TASK PROMPT:
Reproduce every entry exactly.

Start of PROVIDED DATA

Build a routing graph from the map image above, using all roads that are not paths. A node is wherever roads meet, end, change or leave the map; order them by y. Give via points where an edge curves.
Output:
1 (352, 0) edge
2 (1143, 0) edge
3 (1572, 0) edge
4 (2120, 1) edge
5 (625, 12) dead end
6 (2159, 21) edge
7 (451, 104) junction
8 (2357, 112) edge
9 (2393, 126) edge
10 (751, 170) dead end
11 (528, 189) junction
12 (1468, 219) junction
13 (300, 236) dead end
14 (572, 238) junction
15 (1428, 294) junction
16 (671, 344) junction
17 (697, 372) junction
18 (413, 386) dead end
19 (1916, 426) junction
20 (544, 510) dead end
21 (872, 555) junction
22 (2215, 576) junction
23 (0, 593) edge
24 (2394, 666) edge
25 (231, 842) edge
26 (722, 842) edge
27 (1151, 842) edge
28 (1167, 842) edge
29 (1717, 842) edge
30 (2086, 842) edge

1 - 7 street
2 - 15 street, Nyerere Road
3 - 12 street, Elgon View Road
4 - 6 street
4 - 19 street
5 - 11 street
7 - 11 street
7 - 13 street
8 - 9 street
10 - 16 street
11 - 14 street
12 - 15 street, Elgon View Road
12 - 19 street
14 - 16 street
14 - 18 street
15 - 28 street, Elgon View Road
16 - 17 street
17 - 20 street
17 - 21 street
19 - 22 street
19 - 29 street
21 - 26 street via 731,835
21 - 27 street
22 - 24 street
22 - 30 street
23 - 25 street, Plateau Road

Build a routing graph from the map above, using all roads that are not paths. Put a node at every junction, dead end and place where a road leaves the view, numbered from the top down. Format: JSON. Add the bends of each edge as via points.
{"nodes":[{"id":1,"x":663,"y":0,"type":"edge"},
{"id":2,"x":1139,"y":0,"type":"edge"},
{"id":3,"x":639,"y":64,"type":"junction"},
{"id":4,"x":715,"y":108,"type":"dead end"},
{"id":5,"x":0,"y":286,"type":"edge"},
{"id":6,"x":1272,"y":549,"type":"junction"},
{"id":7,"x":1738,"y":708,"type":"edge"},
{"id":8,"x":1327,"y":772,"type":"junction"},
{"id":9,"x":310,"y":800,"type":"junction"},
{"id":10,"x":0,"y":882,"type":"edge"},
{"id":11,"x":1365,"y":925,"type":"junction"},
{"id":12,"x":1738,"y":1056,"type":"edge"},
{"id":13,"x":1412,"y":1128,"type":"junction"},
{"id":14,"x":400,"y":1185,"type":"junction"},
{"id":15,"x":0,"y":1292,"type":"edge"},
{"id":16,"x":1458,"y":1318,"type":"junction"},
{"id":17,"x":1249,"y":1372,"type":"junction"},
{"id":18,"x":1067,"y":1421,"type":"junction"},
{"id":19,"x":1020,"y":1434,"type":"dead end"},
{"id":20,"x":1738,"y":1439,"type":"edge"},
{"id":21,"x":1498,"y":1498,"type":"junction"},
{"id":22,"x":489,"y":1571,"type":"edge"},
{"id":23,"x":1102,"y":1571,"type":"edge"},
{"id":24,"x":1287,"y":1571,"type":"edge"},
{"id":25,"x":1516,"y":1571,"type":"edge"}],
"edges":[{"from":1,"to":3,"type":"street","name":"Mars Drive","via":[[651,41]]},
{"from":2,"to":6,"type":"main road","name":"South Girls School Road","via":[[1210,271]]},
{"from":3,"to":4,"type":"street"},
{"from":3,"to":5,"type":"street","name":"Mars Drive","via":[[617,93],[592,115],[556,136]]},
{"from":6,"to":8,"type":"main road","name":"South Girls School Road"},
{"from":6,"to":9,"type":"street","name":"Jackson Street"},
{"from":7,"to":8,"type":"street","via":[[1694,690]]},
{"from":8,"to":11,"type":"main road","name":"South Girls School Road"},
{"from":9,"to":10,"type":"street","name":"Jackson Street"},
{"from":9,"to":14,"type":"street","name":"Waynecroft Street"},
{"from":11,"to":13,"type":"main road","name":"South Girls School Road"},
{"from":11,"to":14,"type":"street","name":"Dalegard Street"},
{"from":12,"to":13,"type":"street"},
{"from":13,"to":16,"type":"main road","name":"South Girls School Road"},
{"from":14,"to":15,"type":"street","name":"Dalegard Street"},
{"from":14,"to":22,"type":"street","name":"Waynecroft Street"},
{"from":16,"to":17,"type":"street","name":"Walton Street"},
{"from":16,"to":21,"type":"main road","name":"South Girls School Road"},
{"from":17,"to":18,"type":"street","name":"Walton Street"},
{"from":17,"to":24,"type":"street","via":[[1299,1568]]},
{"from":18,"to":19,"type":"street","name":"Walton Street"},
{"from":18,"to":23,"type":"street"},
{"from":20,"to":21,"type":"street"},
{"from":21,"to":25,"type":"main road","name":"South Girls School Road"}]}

End of PROVIDED DATA

ANSWER SPACE:
Build a routing graph from the map image above, using all roads that are not paths. A node is wherever roads meet, end, change or leave the map; order them by y. Give via points where an edge curves.
Output:
1 (352, 0) edge
2 (1143, 0) edge
3 (1572, 0) edge
4 (2120, 1) edge
5 (625, 12) dead end
6 (2159, 21) edge
7 (451, 104) junction
8 (2357, 112) edge
9 (2393, 126) edge
10 (751, 170) dead end
11 (528, 189) junction
12 (1468, 219) junction
13 (300, 236) dead end
14 (572, 238) junction
15 (1428, 294) junction
16 (671, 344) junction
17 (697, 372) junction
18 (413, 386) dead end
19 (1916, 426) junction
20 (544, 510) dead end
21 (872, 555) junction
22 (2215, 576) junction
23 (0, 593) edge
24 (2394, 666) edge
25 (231, 842) edge
26 (722, 842) edge
27 (1151, 842) edge
28 (1167, 842) edge
29 (1717, 842) edge
30 (2086, 842) edge

1 - 7 street
2 - 15 street, Nyerere Road
3 - 12 street, Elgon View Road
4 - 6 street
4 - 19 street
5 - 11 street
7 - 11 street
7 - 13 street
8 - 9 street
10 - 16 street
11 - 14 street
12 - 15 street, Elgon View Road
12 - 19 street
14 - 16 street
14 - 18 street
15 - 28 street, Elgon View Road
16 - 17 street
17 - 20 street
17 - 21 street
19 - 22 street
19 - 29 street
21 - 26 street via 731,835
21 - 27 street
22 - 24 street
22 - 30 street
23 - 25 street, Plateau Road

Build a routing graph from the map above, using all roads that are not paths. Put a node at every junction, dead end and place where a road leaves the view, numbered from the top down. Format: JSON. Add the bends of each edge as via points.
{"nodes":[{"id":1,"x":663,"y":0,"type":"edge"},
{"id":2,"x":1139,"y":0,"type":"edge"},
{"id":3,"x":639,"y":64,"type":"junction"},
{"id":4,"x":715,"y":108,"type":"dead end"},
{"id":5,"x":0,"y":286,"type":"edge"},
{"id":6,"x":1272,"y":549,"type":"junction"},
{"id":7,"x":1738,"y":708,"type":"edge"},
{"id":8,"x":1327,"y":772,"type":"junction"},
{"id":9,"x":310,"y":800,"type":"junction"},
{"id":10,"x":0,"y":882,"type":"edge"},
{"id":11,"x":1365,"y":925,"type":"junction"},
{"id":12,"x":1738,"y":1056,"type":"edge"},
{"id":13,"x":1412,"y":1128,"type":"junction"},
{"id":14,"x":400,"y":1185,"type":"junction"},
{"id":15,"x":0,"y":1292,"type":"edge"},
{"id":16,"x":1458,"y":1318,"type":"junction"},
{"id":17,"x":1249,"y":1372,"type":"junction"},
{"id":18,"x":1067,"y":1421,"type":"junction"},
{"id":19,"x":1020,"y":1434,"type":"dead end"},
{"id":20,"x":1738,"y":1439,"type":"edge"},
{"id":21,"x":1498,"y":1498,"type":"junction"},
{"id":22,"x":489,"y":1571,"type":"edge"},
{"id":23,"x":1102,"y":1571,"type":"edge"},
{"id":24,"x":1287,"y":1571,"type":"edge"},
{"id":25,"x":1516,"y":1571,"type":"edge"}],
"edges":[{"from":1,"to":3,"type":"street","name":"Mars Drive","via":[[651,41]]},
{"from":2,"to":6,"type":"main road","name":"South Girls School Road","via":[[1210,271]]},
{"from":3,"to":4,"type":"street"},
{"from":3,"to":5,"type":"street","name":"Mars Drive","via":[[617,93],[592,115],[556,136]]},
{"from":6,"to":8,"type":"main road","name":"South Girls School Road"},
{"from":6,"to":9,"type":"street","name":"Jackson Street"},
{"from":7,"to":8,"type":"street","via":[[1694,690]]},
{"from":8,"to":11,"type":"main road","name":"South Girls School Road"},
{"from":9,"to":10,"type":"street","name":"Jackson Street"},
{"from":9,"to":14,"type":"street","name":"Waynecroft Street"},
{"from":11,"to":13,"type":"main road","name":"South Girls School Road"},
{"from":11,"to":14,"type":"street","name":"Dalegard Street"},
{"from":12,"to":13,"type":"street"},
{"from":13,"to":16,"type":"main road","name":"South Girls School Road"},
{"from":14,"to":15,"type":"street","name":"Dalegard Street"},
{"from":14,"to":22,"type":"street","name":"Waynecroft Street"},
{"from":16,"to":17,"type":"street","name":"Walton Street"},
{"from":16,"to":21,"type":"main road","name":"South Girls School Road"},
{"from":17,"to":18,"type":"street","name":"Walton Street"},
{"from":17,"to":24,"type":"street","via":[[1299,1568]]},
{"from":18,"to":19,"type":"street","name":"Walton Street"},
{"from":18,"to":23,"type":"street"},
{"from":20,"to":21,"type":"street"},
{"from":21,"to":25,"type":"main road","name":"South Girls School Road"}]}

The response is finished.